• [Exercise brief] Write out every line below with no difference at all.

• [Available data]

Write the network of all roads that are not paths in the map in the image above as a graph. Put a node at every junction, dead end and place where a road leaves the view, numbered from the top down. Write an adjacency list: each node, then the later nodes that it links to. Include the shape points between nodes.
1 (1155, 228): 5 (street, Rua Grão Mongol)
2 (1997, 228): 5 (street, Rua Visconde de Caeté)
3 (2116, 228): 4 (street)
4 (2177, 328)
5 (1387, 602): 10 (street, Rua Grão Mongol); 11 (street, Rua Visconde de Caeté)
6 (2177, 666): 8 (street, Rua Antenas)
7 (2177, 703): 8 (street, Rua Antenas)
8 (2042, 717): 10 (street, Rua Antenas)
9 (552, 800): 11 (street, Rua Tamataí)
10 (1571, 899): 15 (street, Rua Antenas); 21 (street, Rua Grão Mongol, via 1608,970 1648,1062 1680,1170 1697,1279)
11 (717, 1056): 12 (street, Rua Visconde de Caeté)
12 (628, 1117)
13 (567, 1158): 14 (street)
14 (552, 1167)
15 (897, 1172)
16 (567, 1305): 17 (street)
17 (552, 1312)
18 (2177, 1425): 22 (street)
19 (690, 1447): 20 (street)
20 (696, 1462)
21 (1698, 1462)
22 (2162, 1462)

• [Answer below]
Write the network of all roads that are not paths in the map in the image above as a graph. Put a node at every junction, dead end and place where a road leaves the view, numbered from the top down. Write an adjacency list: each node, then the later nodes that it links to. Include the shape points between nodes.
1 (1155, 228): 5 (street, Rua Grão Mongol)
2 (1997, 228): 5 (street, Rua Visconde de Caeté)
3 (2116, 228): 4 (street)
4 (2177, 328)
5 (1387, 602): 10 (street, Rua Grão Mongol); 11 (street, Rua Visconde de Caeté)
6 (2177, 666): 8 (street, Rua Antenas)
7 (2177, 703): 8 (street, Rua Antenas)
8 (2042, 717): 10 (street, Rua Antenas)
9 (552, 800): 11 (street, Rua Tamataí)
10 (1571, 899): 15 (street, Rua Antenas); 21 (street, Rua Grão Mongol, via 1608,970 1648,1062 1680,1170 1697,1279)
11 (717, 1056): 12 (street, Rua Visconde de Caeté)
12 (628, 1117)
13 (567, 1158): 14 (street)
14 (552, 1167)
15 (897, 1172)
16 (567, 1305): 17 (street)
17 (552, 1312)
18 (2177, 1425): 22 (street)
19 (690, 1447): 20 (street)
20 (696, 1462)
21 (1698, 1462)
22 (2162, 1462)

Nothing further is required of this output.